**Task goal:** How many lines in the listing include the string "Northwest"? Reply with the number alone.

#####

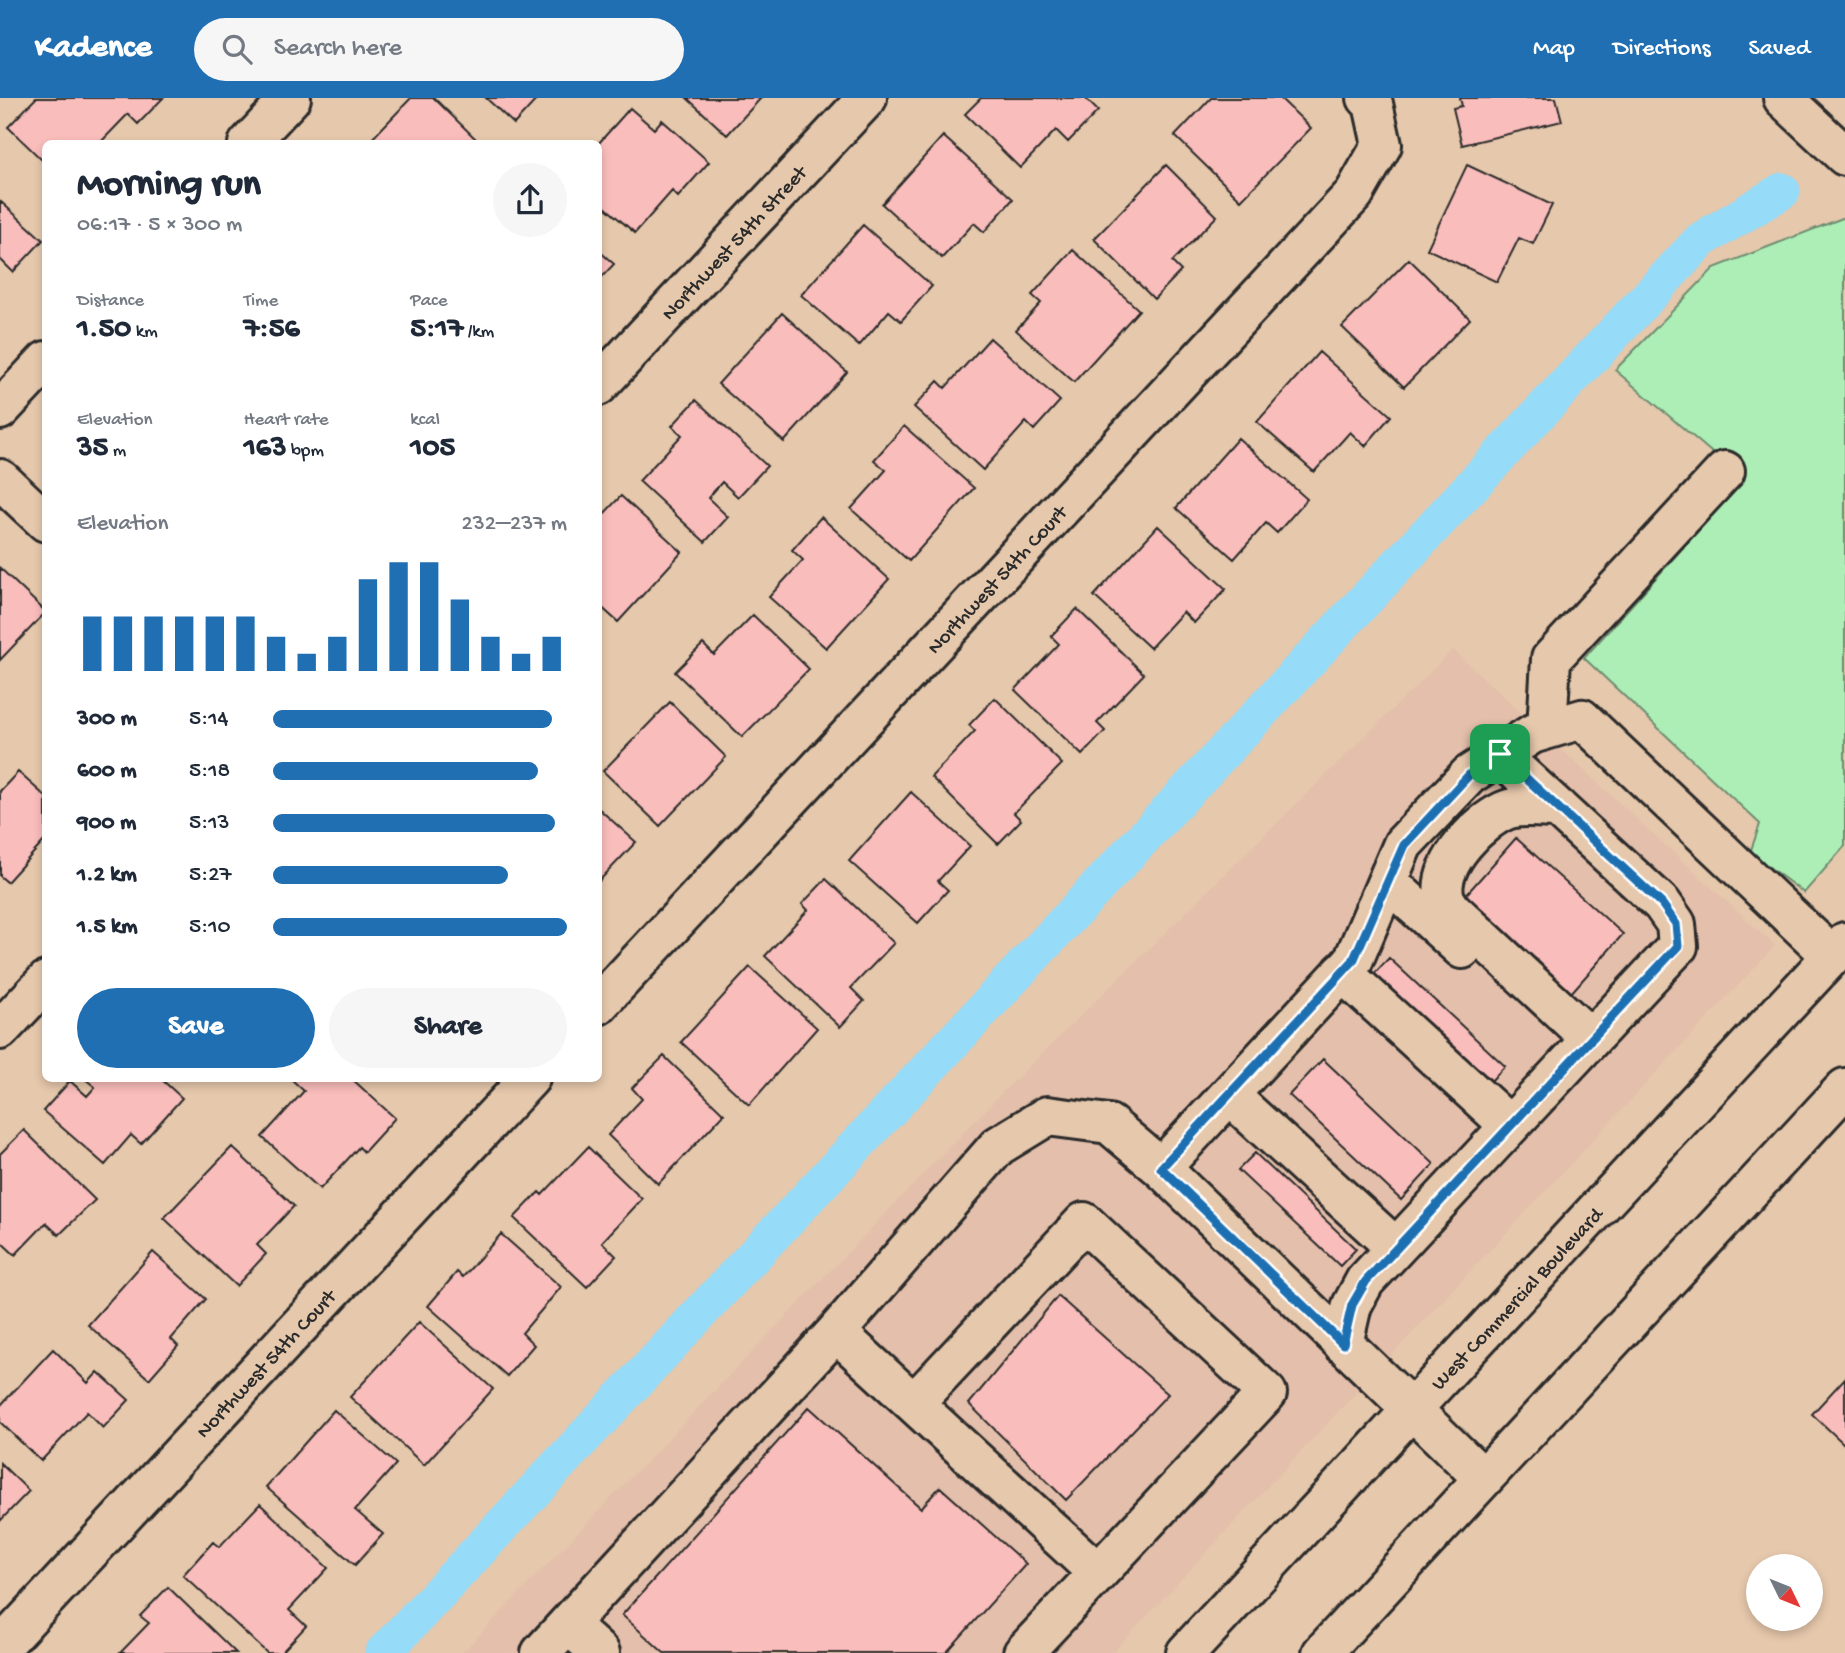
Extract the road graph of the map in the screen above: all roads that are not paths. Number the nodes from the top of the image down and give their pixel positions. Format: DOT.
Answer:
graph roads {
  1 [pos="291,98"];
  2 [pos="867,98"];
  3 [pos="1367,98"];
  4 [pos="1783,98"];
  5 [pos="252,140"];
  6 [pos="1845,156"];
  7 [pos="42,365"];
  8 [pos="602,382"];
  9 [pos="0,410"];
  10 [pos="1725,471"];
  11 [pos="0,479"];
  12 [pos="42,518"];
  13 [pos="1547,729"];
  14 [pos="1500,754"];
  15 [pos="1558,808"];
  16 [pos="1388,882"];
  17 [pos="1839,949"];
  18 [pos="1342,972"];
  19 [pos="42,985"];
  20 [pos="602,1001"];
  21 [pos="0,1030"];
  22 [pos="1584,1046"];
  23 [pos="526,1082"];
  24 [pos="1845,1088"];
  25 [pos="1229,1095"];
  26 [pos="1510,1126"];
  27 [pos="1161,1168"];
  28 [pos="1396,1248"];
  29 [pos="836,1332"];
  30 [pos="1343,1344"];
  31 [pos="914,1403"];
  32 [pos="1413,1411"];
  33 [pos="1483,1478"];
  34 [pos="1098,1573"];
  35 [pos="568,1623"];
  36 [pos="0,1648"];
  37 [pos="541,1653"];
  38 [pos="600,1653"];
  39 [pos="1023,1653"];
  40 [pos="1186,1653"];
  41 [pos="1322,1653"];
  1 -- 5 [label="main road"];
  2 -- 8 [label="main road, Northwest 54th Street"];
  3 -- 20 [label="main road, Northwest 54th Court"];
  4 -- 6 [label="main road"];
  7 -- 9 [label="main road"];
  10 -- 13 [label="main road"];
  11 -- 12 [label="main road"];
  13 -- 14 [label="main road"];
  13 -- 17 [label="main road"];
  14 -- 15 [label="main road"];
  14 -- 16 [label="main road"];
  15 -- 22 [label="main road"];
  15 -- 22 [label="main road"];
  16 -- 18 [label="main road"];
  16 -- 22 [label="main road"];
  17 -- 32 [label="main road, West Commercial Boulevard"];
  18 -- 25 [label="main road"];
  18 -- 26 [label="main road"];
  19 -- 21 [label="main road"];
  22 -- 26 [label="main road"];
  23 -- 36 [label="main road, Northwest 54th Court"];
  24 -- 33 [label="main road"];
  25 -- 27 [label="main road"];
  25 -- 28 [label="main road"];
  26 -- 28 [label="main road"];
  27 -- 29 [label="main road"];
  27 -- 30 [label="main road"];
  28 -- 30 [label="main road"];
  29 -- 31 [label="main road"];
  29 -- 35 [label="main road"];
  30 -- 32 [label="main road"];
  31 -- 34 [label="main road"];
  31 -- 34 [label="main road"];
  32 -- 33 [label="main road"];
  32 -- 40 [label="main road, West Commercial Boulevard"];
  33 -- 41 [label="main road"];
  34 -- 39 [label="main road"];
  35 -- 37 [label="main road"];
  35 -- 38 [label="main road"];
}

#####

**Answer to the problem:** 3